Het meest kenmerkende van de Studebaker E-serie trucks is de cabine, die tot en met de modellen van 1959 ongewijzigd is gebleven. Met slechts twee wijzigingen – een voorruit uit één stuk in 1954 (voor de voorafgaande 3R-serie) en een grotere achterruit in 1955 voor de eerste E-serie – was het in wezen dezelfde cabine als die halverwege 1948 werd geïntroduceerd op de 2R-serie als model voor 1949. De eerste E was leverbaar met drie motoren, de Champion 185 cu in (3.0 L) inline-zescilinder met 92 pk (69 kW), de Commander 246 cu in (4.0 L) zescilinder met 102 pk (76 kW), of de 224 cu in (3.7 L) Commander V8 met 140 pk (100 kW). De zwaardere 1½- en 2-tons modellen waren leverbaar met de grotere 4,2 l Commander V8 van 259 kubieke meter, met respectievelijk 156 of 175 pk (116 of 130 kW). De grotere motoren gingen in de loop der jaren geleidelijk over in de lichtere modellen, waarbij de zescilinder modellen steeds minder relevant werden.
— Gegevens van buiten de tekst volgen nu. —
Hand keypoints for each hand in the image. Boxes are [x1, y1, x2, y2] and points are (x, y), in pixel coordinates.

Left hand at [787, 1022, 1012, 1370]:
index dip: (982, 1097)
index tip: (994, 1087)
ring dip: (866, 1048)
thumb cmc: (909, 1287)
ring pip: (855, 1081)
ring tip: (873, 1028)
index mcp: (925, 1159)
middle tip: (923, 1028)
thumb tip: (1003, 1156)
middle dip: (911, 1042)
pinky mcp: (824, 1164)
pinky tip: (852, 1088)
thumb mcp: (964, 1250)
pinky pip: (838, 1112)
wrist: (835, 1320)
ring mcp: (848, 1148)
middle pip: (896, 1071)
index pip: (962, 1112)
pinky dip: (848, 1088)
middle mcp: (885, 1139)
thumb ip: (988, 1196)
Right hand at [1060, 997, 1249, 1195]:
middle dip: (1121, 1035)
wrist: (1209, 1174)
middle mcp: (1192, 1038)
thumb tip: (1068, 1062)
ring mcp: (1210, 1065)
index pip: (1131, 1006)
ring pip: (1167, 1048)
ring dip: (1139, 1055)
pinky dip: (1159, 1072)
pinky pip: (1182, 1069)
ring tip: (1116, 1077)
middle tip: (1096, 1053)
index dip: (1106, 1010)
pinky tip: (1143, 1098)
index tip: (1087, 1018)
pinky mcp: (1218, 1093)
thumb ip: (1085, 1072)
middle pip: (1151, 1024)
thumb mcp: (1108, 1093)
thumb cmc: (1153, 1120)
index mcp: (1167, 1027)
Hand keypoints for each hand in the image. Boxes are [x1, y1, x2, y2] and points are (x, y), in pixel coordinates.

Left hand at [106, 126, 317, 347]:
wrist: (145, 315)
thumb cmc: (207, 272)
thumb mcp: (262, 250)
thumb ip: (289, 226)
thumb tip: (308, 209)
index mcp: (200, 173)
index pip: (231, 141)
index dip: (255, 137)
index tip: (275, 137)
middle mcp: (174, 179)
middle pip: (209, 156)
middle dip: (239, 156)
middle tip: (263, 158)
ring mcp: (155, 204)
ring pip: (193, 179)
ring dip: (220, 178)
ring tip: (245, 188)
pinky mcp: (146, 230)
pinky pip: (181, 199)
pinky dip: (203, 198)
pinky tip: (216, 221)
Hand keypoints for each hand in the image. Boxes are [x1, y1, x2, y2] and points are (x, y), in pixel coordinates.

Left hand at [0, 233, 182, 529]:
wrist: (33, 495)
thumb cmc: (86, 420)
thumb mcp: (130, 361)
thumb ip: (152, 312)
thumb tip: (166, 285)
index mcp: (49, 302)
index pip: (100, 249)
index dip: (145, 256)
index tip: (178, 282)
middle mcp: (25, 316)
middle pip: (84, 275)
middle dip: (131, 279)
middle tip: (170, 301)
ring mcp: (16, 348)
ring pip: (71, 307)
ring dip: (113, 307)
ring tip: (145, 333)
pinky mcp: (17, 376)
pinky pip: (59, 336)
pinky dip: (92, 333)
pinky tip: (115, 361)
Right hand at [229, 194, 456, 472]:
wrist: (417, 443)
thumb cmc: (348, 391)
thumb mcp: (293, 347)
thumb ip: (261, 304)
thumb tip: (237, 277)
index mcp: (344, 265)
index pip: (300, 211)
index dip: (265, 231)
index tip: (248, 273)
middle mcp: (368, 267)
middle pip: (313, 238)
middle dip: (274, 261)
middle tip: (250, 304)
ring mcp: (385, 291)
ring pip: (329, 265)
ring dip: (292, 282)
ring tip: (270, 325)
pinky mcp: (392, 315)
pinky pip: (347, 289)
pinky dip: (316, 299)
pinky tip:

In 1957 vond Studebaker’s 289 cu in (4.7 L) zijn weg naar de zware 2-tons 3E40 en was sporadisch beschikbaar, meestal aan de bovenkant van het gamma.
De 1956 2E kreeg een nieuwe motorkap, met het “Studebaker” script nu op een secundaire chromen grille hoog gemonteerd. De richtingaanwijzers aan de voorzijde werden ook opgenomen in de grille, onder de koplampen. 20.218 Studebaker 2E trucks werden gebouwd in het 1956 model jaar. Een nieuwe massieve fiberglas grille verscheen op de 1957-58 3E modellen, en was de laatste belangrijke styling verandering die aan deze trucks werd aangebracht.
Voor de modeljaren 1958 en 59, een uitgeklede, goedkope Studebaker truck, genaamd de Scotsman, geproduceerd naast de Transtars, in 1/2 en 3/4-ton uitvoering. Om geld te besparen gebruikte hij een aangepaste versie van de 1949-53 grille en was hij spartaans in bijna elk opzicht. Om onbekende redenen werd de Transtar naam in 1959 uit de Studebaker vrachtwagen lijn geschrapt, maar hij verscheen weer in 1960 op de 1-, 1½-, en 2-tons modellen.
Voor 1960 kregen de trucks uit de E-serie hun enige grote restyling. Het ontwerp, de Champ genaamd, gebruikte de voorpanelen van de 1959-1960 Studebaker Lark personenauto en was leverbaar in 1/2-ton en 3/4-ton modellen.
De 1/2, 3/4, en 1-tons trucks waren over het algemeen leverbaar met zowel 6-cilinder als V8 motoren (na 1960 waren er geen zes-cilinder motoren meer leverbaar in de 1-tons trucks). Grotere trucks werden alleen met V8-motoren geleverd. Vanaf de 7E-modellen in 1962 was ook een 130 pk (97 kW) 212 cu in (3,5 L) Detroit Diesel-motor leverbaar in trucks met een capaciteit van 1 ton of meer, en op de 2-tons modellen kon men luchtremmen krijgen. Een “96BBC” (d.w.z. 96 inch van bumper tot achterkant van de cabine) was vanaf 1962 leverbaar voor zowel benzine- als dieselaangedreven modellen. De korte cabine lengte werd bereikt door het verwijderen van de fiberglas grille, het afvlakken van de voorkant van de motorkap, en het toepassen van een zeer opvallende platte neus onder de motorkap. Dit model werd geproduceerd als reactie op een aantal wetten van staten die de totale lengte van trekkeropleggers beperkten, en dus het gebruik van langere opleggers toelieten. In de laatste twee modeljaren werd een 97 pk (72 kW) 159 cu in (2,6 L) driecilinder Detroit Diesel 3D-53 motor aangeboden in configuraties van 1 en 1½ ton (8E15 en 8E25). De productie van deze modellen was zeer laag, hoewel ze beschikbaar bleven tot het einde in 1964.
Vierwielaandrijving was beschikbaar op 1/2 en 3/4-ton modellen vanaf 1957. Studebaker maakte de 4WD uitrusting niet zelf, maar kocht (net als Chevrolet en GMC in die tijd) de hardware van NAPCO (Northwestern Auto Parts Company).